Carbonxs GUI – a Graphical Front End for Carbonxs

Monday, 2 October 2017: 15:00
Chesapeake K (Gaylord National Resort and Convention Center)
L. K. Tsui and F. H. Garzon (University of New Mexico)
Disordered nanostructured carbons are commonly used as support materials for components in fuel cells, batteries, and catalysts. Deriving structural parameters from x-ray diffraction analysis is a critical tool to optimize the performance of these systems. CarbonXS is a Fortran 77 program originally developed in 1993 by Shi, Reimers, and Dahn that uses a model of 2D carbon layers instead of a 3D model used in traditional Rietveld refinement of x-ray diffraction patterns.1,2 The model uses the diffraction from stacked layers of graphene sheets with random perturbation to calculate a complete diffraction pattern. The χ2 loss function between the calculated and the experimental diffraction pattern is then minimized by Levenberg-Marquardt optimization algorithm. The parameters that CarbonXS optimize include the size of the crystalline domains in the lateral and stacking directions, the degree of turbostratic disorder, and the size of strain. It has been demonstrated to accurately model than 40 disordered and graphitized carbons.1,2 Zheng et al. also used this program to derive a correlation between the calculated disorder of carbons used as Li-ion batteries electrodes and their intercalation capacity.

The original CarbonXS program was only available for old versions of Windows as a command line program, must be configured through a text file system, and only outputs to text files.

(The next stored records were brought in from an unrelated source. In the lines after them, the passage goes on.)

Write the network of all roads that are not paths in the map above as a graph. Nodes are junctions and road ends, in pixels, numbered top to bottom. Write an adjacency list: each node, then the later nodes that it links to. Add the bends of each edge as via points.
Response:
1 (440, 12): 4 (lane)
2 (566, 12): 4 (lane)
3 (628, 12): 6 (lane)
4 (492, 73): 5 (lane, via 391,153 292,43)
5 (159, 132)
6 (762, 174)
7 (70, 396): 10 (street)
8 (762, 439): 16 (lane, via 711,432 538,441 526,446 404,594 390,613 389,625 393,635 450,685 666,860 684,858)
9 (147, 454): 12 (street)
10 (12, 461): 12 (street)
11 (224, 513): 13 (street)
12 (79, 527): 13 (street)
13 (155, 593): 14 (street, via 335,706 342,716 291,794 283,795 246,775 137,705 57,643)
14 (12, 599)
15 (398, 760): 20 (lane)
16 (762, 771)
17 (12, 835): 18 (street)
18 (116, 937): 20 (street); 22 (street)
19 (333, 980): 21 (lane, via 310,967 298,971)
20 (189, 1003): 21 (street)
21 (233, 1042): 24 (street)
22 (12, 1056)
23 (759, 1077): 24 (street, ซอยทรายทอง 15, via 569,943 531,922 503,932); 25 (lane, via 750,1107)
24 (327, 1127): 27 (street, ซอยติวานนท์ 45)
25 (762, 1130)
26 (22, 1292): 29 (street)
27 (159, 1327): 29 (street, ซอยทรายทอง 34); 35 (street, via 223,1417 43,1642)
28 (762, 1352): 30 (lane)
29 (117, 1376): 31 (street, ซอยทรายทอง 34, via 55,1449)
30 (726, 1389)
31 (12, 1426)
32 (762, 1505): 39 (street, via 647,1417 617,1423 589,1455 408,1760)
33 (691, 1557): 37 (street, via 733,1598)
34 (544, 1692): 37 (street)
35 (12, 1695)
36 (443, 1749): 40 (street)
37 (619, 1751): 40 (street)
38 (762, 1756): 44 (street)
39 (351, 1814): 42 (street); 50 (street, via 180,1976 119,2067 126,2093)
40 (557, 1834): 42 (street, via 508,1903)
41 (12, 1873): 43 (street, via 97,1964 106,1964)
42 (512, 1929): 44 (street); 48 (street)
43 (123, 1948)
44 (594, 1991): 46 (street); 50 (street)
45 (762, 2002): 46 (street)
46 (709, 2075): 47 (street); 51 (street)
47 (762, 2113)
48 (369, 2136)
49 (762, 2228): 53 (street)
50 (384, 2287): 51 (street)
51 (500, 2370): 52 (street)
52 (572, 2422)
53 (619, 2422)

These limitations have prevented its widespread adoption in fields where structural characterization of carbons is essential in optimizing performance. After receiving the source code for the original CarbonXS program along with permission to continue development for modern platform, we have recently released CarbonXS GUI as a Python program which acts as a cross-platform graphical front-end to a recompiled version of CarbonXS that works on modern operating systems. Currently supported platforms include Microsoft Windows, Apple OSX, and Linux. A screenshot of the program after performing an optimization is shown in Figure 1. CarbonXS GUI improves upon the command line experience by giving the user a complete graphical user interface to control their fitting process. Additional features of CarbonXS GUI include the ability to export and import fitting parameters as JSON files, instant feedback with a visual plot of the fit and the experimental data, and a calculation mode that allows a user to tune their parameters without running an optimization. The current version of CarbonXS GUI (v1.2.1) and its documentation are available as free, open-source software at Ref 4 and 5 respectively. We will demonstrate the use of this updated program in the context of structural analysis for nanoscale non-PGM catalyst materials for fuel cells.


1. H. Shi, thesis, Simon Fraser University (1993) http://summit.sfu.ca/system/files/iritems1/5690/b1523325x.pdf.

2. H. Shi, J. N. Reimers, and J. R. Dahn, J. Appl. Crystallogr., 26, 827–836 (1993).

3. T. Zheng, J. N. Reimers, and J. R. Dahn, Phys. Rev. B, 51, 734–741 (1995).

4. L. Tsui, CarbonXS GUI(2017) http://github.com/lktsui/carbon_xs_gui.

5. L. Tsui, CarbonXS GUI Documentation(2017) https://lktsui.github.io/carbon_xs_gui/.

Figure 1. Screenshot of the CarbonXS GUI program after an optimization session. (a) Configuration panel. (b) Plot of experimental data and fit result. (c) Console output from CarbonXS.